Dans l’espoir d’une solution aux litiges juridiques du glyphosate américain, Bayer se tourne à nouveau vers la plus haute juridiction du pays.

Selon un message de vendredi soir, le chèque de l’affaire “Durnell” a été demandé à la Cour suprême des États-Unis. La société agricole et pharmaceutique avait annoncé une telle étape, le temps seul n’était pas clair. Tout d’abord, un cas qui était adapté du point de vue de l’entreprise a dû être trouvé. Les leviers espèrent un jugement fondamental sur les juges, s’ils prenaient soin de la question. Un jugement pour Bayer pourrait contenir en grande partie les litiges juridiques, selon Hope.

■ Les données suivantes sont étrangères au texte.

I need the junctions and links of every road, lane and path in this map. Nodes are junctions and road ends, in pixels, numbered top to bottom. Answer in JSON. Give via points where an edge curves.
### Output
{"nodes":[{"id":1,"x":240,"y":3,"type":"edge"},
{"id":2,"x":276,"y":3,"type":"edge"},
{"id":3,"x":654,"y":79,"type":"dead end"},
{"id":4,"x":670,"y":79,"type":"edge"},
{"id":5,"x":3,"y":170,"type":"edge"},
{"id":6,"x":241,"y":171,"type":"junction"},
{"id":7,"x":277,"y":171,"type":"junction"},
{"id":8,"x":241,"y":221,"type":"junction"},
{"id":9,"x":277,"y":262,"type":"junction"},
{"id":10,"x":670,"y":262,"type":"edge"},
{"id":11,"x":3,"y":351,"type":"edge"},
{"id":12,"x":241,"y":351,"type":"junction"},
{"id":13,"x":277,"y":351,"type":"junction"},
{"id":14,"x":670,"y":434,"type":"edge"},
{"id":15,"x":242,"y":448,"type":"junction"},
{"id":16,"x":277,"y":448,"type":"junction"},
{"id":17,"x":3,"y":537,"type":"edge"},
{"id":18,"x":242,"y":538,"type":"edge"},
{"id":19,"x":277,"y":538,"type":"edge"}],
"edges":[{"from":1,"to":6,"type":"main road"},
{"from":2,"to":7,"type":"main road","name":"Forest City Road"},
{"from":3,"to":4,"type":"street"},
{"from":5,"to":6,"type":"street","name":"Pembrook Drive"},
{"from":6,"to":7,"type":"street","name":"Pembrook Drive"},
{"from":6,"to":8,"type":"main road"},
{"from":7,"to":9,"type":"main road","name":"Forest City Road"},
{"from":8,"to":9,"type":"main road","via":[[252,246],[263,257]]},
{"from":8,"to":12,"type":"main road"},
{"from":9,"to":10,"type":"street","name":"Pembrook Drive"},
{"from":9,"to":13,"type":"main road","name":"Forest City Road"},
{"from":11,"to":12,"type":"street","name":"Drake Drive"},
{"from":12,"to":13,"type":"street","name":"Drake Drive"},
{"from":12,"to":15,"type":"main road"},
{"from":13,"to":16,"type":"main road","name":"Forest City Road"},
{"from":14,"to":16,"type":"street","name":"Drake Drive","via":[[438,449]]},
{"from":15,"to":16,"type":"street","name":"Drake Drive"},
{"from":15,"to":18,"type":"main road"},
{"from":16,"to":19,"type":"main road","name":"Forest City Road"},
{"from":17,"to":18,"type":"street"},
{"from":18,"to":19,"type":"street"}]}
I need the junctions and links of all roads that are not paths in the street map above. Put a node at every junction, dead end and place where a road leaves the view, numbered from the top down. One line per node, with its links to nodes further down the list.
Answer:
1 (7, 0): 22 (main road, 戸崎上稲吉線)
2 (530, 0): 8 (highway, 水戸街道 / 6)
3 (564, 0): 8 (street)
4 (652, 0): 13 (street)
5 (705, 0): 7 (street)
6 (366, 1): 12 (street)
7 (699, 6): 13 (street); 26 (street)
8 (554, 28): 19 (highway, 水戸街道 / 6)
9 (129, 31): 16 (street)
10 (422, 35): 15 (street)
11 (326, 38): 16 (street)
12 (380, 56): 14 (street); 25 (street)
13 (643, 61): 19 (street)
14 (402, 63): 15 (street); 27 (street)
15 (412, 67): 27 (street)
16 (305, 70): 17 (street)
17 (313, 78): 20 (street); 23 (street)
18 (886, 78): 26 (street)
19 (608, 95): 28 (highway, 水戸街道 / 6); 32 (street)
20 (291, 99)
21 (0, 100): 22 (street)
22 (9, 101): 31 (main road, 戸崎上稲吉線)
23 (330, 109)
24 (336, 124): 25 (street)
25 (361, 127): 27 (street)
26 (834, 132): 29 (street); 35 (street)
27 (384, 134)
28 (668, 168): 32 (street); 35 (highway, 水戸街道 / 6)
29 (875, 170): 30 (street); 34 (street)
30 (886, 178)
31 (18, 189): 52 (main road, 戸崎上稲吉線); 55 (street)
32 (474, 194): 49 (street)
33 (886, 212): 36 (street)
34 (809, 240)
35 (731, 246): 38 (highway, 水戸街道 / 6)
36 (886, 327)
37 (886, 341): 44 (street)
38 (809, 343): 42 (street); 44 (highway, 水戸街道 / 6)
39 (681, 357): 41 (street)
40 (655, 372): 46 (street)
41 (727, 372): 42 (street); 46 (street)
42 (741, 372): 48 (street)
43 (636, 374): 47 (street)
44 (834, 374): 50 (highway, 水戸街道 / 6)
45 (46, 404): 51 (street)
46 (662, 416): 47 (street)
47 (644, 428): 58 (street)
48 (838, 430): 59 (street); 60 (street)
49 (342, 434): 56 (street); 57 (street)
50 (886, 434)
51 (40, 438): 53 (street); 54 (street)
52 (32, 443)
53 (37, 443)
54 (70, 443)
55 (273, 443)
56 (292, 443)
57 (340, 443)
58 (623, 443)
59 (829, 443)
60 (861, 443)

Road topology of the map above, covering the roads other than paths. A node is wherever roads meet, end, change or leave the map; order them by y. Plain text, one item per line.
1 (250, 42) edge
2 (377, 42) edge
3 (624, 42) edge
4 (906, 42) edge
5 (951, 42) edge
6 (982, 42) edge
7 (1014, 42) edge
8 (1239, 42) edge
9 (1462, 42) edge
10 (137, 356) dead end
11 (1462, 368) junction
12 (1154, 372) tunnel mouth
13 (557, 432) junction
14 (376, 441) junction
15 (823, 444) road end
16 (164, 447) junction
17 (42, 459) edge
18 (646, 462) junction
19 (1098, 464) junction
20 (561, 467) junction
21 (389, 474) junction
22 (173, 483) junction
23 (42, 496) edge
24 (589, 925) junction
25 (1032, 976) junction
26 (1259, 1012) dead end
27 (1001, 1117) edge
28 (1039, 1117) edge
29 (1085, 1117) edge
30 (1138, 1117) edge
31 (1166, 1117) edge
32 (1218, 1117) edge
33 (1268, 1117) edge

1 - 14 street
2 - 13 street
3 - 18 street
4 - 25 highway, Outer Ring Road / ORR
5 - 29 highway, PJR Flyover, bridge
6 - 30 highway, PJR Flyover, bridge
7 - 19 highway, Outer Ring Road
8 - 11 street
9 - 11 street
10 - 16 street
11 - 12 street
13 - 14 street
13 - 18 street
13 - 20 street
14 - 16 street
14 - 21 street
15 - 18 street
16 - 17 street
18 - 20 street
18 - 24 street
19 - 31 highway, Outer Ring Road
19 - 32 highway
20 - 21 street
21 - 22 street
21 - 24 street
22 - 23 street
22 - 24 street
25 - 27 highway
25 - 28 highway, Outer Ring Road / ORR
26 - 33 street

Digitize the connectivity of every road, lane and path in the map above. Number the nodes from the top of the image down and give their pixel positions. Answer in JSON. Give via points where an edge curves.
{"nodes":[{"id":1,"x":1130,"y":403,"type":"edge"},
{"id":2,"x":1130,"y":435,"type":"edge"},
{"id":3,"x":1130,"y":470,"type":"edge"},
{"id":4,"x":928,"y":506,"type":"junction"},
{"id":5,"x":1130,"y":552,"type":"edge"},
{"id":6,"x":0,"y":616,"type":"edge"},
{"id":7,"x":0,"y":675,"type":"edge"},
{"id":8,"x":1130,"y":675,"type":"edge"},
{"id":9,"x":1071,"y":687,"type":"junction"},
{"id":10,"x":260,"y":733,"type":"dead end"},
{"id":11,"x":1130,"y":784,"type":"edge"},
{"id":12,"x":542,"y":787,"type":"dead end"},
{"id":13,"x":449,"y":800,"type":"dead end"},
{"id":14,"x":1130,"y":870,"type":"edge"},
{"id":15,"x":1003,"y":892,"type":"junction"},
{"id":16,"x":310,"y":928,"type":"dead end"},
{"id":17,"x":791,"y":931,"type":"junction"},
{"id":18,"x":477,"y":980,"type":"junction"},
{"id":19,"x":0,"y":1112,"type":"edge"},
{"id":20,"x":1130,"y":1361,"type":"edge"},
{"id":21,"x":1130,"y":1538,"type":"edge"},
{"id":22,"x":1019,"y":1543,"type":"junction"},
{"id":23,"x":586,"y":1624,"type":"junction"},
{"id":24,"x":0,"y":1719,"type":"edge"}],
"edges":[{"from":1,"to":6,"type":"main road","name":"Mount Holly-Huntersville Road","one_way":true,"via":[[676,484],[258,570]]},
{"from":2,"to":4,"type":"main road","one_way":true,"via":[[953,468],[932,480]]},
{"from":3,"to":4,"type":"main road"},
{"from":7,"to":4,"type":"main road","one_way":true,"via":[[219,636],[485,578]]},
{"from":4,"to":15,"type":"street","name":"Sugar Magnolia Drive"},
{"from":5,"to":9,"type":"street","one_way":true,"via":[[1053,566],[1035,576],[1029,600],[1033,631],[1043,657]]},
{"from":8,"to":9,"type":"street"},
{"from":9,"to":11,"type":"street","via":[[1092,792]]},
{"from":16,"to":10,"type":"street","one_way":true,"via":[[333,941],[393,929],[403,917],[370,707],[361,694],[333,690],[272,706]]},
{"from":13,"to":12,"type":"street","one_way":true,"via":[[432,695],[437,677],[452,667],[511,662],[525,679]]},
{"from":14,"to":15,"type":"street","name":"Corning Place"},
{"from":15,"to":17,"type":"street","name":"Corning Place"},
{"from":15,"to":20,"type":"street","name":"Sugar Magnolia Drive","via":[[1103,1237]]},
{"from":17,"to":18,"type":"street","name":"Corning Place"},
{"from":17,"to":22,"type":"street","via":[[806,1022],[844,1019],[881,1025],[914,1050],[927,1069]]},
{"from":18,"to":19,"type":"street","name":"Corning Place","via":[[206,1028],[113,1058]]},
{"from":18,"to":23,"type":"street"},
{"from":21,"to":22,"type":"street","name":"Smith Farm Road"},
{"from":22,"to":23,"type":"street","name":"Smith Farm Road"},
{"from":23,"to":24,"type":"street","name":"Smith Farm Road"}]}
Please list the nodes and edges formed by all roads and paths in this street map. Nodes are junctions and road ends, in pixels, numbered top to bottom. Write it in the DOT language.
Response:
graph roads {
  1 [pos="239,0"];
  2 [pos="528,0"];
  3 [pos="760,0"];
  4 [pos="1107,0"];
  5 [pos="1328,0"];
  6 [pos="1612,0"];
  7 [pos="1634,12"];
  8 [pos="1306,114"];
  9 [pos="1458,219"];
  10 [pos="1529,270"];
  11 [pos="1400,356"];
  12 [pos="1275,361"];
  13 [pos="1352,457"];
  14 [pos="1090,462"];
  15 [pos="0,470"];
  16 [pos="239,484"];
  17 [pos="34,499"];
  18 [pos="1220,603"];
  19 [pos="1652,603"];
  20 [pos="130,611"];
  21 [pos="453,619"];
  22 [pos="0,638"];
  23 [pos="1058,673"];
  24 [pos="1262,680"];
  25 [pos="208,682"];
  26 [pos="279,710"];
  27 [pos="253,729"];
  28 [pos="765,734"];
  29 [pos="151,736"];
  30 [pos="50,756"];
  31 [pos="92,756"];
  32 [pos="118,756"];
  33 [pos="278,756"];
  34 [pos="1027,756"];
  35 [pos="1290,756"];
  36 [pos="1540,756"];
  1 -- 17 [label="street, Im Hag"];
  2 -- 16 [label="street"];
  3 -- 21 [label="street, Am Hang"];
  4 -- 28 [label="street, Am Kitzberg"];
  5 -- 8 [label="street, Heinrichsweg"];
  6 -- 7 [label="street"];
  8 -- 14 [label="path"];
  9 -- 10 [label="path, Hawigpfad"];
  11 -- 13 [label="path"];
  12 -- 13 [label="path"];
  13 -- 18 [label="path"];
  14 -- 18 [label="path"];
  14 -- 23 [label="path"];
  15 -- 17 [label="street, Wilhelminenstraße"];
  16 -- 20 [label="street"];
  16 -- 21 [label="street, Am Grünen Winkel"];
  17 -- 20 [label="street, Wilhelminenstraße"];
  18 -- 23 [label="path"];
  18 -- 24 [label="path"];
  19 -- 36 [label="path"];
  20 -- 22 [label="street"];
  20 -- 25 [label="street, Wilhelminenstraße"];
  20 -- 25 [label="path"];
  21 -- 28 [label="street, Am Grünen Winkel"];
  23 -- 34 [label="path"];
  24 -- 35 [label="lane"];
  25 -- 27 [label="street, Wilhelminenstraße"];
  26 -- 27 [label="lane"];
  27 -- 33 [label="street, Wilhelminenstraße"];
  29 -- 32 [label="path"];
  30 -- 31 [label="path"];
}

Le contexte est des jugements contradictoires des professions fédérales dans le différend sur les prétendus risques de cancer par les tueurs de mauvaises herbes contenant des glyphosate. La question fondamentale se pose dans la salle que la loi fédérale américaine doit être avertie lors de la vente de la destruction des mauvaises herbes au-dessus de la loi des États. Parce que du point de vue de l’EPA de l’Autorité environnementale américaine, le glyphosate n’a pas de risques pour la santé s’il est utilisé conformément au règlement. L’EPA avait approuvé l’étiquette de produit en conséquence sans avertissement.

En marchant devant la Cour suprême des États-Unis, Bayer fait référence à un jugement d’un tribunal professionnel fédéral sur l’affaire “Schaffner”. Les juges sont parvenus à l’unanimité à la conclusion que la loi fédérale exclut une action en justice pour avertissement prétendument manquant. Il avait donc décidé de Pro Bayer.

Dans l’affaire “Durnell”, cependant, le jugement du jury contre Bayer à partir de 2023 est uniquement basé sur l’hypothèse que la loi de l’État américain du Missouri prescrit un avertissement de cancer dans le glyphosate. “Mais c’est exactement l’avertissement que l’EPA rejette”, a déclaré Bayer. “L’étiquette de produit ne peut donc pas être modifiée sans l’approbation de l’EPA.” Bayer avait fait appel, mais avait perdu. Le groupe a ensuite demandé l’examen de la Cour suprême du Missouri. Cela a été rejeté le 1er avril 2025. Cela a ouvert la voie à Bayer de contacter la Cour suprême des États-Unis.

Lorsque les juges s’occupent de la question et s’ils le font, ce n’est pas clair. Bayer devrait espérer qu’avant les vacances d’été, c’est-à-dire fin juin, sera décidé si l’affaire sera acceptée. Si cela se produit, un jugement serait concevable jusqu’à la pause estivale en 2026.

Bayer avait apporté les problèmes liés aux destroyers de mauvaises herbes contenant des glyphosate en 2018 avec la prise de contrôle de plus de 60 milliards de dollars du groupe agricole américain Monsanto. La même année, il y a eu un premier jugement contre la société DAX (DAX). Cela a commencé une vague de poursuites aux États-Unis qui a déjà coûté au groupe plusieurs milliards, entre autres pour des comparaisons avec les plaignants.

Des dizaines de milliers de cas sont toujours ouverts: au 31 janvier 2025, environ 181 000 réclamations enregistrées dans le glyphosate causa ont été enfermées autour de 114 000 en comparaison, ou pour diverses raisons, ils ne répondent pas aux critères de comparaison.

En plus du passage de longue date devant la plus haute cour américaine, Bayer avait intensifié le lobbying dans les États américains en vue des changements dans la loi. Essentiellement, il s’agit également du débat, si la loi fédérale doit être avertie lors de la vente de tels destroyers de mauvaises herbes au-dessus de la loi des États.

Dans le commerce du commerce post-commercial, la part de Bayer a finalement inscrit 6,14% de baisse à 19,80 euros vendredi.